1 is a block diagram of a video search device according to an embodiment of the present invention. It is a figure which shows a mode that an image | video is divided | segmented. Is a diagram illustrating an example of setting the rectangular region R ^i. Is a diagram illustrating an example of setting the rectangular region R ^i. Is a diagram illustrating an example of setting the rectangular region R ^i. It is a figure which shows the method of extraction of a feature-value. It is a figure which shows an example of soft allocation. It is a figure which shows an example of a transposition index. It is a figure which shows the mode of voting.

  Embodiments of the present invention will be described below with reference to the drawings. In the present embodiment, copyright content to be detected in advance is input as a reference video, the feature amount is extracted, the feature amount is further quantized, and a database is constructed.

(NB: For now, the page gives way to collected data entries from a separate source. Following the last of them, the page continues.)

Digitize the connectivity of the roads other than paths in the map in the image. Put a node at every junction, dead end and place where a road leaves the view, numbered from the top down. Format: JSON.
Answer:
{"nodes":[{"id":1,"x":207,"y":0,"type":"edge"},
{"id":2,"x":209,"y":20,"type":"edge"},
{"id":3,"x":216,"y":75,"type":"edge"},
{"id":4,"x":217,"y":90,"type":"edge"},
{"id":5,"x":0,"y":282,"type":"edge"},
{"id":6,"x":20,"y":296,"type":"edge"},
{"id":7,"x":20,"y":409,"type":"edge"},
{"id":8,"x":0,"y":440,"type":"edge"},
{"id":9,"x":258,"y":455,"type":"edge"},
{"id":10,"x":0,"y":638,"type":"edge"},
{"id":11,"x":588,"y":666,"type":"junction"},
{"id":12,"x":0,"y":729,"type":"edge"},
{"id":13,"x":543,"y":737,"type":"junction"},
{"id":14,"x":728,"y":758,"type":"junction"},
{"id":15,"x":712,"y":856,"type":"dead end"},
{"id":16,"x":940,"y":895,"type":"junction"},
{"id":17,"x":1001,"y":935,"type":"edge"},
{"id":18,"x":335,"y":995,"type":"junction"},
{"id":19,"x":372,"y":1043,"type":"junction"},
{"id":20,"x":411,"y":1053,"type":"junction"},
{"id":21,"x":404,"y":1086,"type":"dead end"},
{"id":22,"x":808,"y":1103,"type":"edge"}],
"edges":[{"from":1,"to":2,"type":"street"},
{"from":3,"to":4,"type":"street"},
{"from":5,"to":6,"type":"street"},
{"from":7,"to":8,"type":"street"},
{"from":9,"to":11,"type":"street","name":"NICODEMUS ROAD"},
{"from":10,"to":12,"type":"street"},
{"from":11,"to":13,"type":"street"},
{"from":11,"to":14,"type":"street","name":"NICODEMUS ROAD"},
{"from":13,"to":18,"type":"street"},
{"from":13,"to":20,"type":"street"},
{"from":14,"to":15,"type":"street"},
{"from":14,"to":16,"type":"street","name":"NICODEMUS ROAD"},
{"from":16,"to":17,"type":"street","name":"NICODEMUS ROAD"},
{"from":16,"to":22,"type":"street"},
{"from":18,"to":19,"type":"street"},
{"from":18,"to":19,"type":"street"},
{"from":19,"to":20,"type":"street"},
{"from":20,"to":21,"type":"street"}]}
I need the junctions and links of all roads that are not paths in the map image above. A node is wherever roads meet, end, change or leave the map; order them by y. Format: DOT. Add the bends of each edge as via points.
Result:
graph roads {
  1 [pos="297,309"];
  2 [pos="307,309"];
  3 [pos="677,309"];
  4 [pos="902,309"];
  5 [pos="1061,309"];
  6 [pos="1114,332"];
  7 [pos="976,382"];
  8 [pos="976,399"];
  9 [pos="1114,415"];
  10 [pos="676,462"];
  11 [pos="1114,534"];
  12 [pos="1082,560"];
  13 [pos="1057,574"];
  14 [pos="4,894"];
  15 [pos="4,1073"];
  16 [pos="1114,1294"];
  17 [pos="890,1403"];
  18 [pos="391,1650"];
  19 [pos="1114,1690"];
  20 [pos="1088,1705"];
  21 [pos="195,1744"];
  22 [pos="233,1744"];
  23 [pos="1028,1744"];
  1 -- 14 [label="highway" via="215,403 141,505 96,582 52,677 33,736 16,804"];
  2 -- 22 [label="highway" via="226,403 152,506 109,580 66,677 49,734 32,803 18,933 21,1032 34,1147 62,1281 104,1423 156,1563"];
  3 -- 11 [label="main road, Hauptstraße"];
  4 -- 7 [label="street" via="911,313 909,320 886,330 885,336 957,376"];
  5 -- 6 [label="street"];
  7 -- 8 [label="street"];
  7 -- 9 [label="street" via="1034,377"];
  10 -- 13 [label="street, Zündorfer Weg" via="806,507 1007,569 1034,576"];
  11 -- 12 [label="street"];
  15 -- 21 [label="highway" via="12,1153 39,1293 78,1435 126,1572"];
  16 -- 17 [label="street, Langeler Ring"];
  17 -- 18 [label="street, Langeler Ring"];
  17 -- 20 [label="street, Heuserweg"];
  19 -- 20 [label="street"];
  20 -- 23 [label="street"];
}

Thereafter, the reference video is searched using the input query video.

  FIG. 1 is a block diagram of a video search apparatus according to an embodiment of the present invention. As shown in FIG. 1, the video search apparatus 10 includes a video division unit 11, a feature amount extraction unit 12, a feature amount quantization unit 13, a feature amount storage unit 14, a database 15, and a database search unit 16. . These components are connected to the control bus 17 and can transmit / receive signals to / from each other.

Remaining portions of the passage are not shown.